Kleinman, A. (1988) Rethinking Psychiatry: From Cultural Category to Personal Experience. New York: Free Press.

Littlewood, R. (1990) From categories to contexts: a decade of the ‘new cross-cultural psychiatry’. British Journal of Psychiatry, 156, 308-327.[Abstract/Free Full Text]

Littlewood, R. (1996) Psychiatry's culture. International Journal of Social Psychiatry, 42, 245-268.


 

Author's reply

A.T.A. Cheng

Institute of Biomedical Sciences, Academia Sinica, Taipei 11529, Taiwan

EDITED BY MATTHEW HOTOPF

Littlewood states, "In his rephrasing, content is merely the ‘subjective complaint’ or ‘illness behaviour’, form the ‘objective symptoms’ ". This is a misunderstanding of what I have tried to emphasise in my editorial. One of the major points in my work is that the patient's subjective complaint belongs to ‘illness behaviour’, which is different from ‘objective symptoms’ assessed by psychiatrists, preferably using a standardised procedure.

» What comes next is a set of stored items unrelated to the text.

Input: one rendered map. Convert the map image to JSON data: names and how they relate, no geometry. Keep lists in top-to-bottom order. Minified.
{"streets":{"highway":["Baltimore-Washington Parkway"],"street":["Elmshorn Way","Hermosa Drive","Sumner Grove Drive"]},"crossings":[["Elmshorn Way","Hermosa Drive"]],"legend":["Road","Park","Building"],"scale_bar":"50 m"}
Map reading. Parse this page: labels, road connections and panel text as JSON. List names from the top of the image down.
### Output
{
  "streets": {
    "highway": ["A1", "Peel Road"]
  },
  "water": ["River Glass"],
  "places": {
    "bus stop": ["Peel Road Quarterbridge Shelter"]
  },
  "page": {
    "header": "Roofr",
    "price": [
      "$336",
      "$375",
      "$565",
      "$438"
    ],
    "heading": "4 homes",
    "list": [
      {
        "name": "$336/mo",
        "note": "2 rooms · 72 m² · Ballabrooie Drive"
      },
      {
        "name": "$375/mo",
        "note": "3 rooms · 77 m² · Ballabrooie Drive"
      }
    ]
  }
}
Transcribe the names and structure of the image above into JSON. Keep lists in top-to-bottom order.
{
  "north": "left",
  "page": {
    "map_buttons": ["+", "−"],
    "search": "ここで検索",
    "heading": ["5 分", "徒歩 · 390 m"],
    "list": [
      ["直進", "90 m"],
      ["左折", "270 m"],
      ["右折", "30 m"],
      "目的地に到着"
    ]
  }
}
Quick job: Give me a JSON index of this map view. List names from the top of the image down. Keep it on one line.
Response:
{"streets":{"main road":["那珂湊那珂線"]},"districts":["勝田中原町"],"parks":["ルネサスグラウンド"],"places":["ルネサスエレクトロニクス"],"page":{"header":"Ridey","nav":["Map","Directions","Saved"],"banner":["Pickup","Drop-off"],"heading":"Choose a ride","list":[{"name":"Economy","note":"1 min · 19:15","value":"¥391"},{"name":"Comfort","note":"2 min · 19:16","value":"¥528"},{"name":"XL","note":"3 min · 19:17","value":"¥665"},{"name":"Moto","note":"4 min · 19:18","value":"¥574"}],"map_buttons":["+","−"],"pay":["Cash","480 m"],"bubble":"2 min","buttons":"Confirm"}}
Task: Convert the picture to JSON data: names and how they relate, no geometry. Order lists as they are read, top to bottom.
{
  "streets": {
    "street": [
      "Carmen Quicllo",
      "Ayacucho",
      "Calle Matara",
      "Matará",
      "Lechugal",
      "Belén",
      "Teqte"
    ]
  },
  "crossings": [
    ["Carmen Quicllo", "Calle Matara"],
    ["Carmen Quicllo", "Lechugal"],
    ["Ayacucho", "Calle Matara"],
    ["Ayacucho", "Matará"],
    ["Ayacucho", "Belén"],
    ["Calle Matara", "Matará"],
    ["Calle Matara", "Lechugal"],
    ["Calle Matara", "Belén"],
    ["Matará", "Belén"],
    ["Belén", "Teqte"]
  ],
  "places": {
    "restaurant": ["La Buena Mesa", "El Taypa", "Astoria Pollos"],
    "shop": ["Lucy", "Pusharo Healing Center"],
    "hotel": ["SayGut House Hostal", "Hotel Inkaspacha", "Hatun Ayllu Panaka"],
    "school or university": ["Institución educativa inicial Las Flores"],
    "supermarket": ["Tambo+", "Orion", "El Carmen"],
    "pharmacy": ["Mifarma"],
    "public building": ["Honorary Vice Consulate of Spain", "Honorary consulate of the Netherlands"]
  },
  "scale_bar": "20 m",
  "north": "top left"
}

Littlewood mentions the Western patterns of eating disorders, multiple personality disorder, overdosing, shoplifting, agoraphobia and school refusal. Many of these, if not all, are also found in non-Western societies (e.g., see Kleinman & Lin, 1981). Furthermore, school refusal is not a formal diagnosis in either the ICD—10 or the DSM—IV; rather, it is a behavioural problem possibly with underlying ‘etic’ psychopathology (depression, separation anxiety, phobia, learning disorders and so forth) and socio-environmental factors. In any society, primitive or modern, there are certain forms of teaching activity not run by modern school institutions. Presumably, the same refusal to attend these various forms of ‘school’ exists, with similar underlying psychiatric and socio-environmental factors. The ways of this refusal and the context of the socio-environmental factors are likely to be ‘emic’. For effective management of school refusal, both the underlying potential etic psychopathology and the emic illness behaviour and socio-environmental factors must be carefully examined. This is an alternative example of what I intended to elaborate using the example of koro.

The long-standing debate over etic/emic and semantic issues in cross-cultural psychiatry is unlikely to be satisfactorily resolved in the near future. However, it is believed that the development of standardised clinical interviews with emphasis on cross-cultural equivalence at the level of symptoms (e.g., Cheng et al, 2001) helps to avoid the so-called "category fallacy" (Kleinman, 1987).

It should be stressed that the under-reporting of psychological symptoms by interviewees from developing nations that I mentioned in my editorial does not mean that these people do not have, or cannot differentiate, emotions. People are people, and the very low rate of reporting of psychological symptoms to doctors by people in developing countries may be due to greater social stigma towards mental illness, their lack of knowledge about mental illness and a much less psychologically oriented medical practice. More studies into this area are needed, and I believe that anthropologically oriented researchers can make a great contribution to this endeavour.

The etic/emic approach to psychopathology does not imply that psychiatry is confined only to biology. The emic pathoplastic shaping and illness behaviour closely associated with different sociocultural settings are equally important in psychiatry and require culture-specific approaches in combination with biological treatment. After all, mental disorders are believed to be the product of gene/environment interaction (Cheng & Cooper, 2001).

REFERENCES

Cheng, A. T. A. & Cooper, B. (eds) (2001) Genome and envirome: their roles and interaction in psychiatric epidemiology. British Journal of Psychiatry, 178 (suppl. 40).

Cheng, A. T. A., Tien, A. Y., Chang, C. J., et al (2001) Cross-cultural implementation of a Chinese version of the Schedule for Clinical Assessment in Neuropsychiatry (SCAN) in Taiwan. British Journal of Psychiatry, 178, 567-572.[Abstract/Free Full Text]

Kleinman, A. (1987) Anthropology and psychiatry. The role of culture in cross-cultural research on illness. British Journal of Psychiatry, 151, 447-454.[Abstract/Free Full Text]

Kleinman, A. & Lin, T. Y. (eds) (1981) Normal and Abnormal Behaviour in Chinese Culture. Dordrecht: D. Reidel.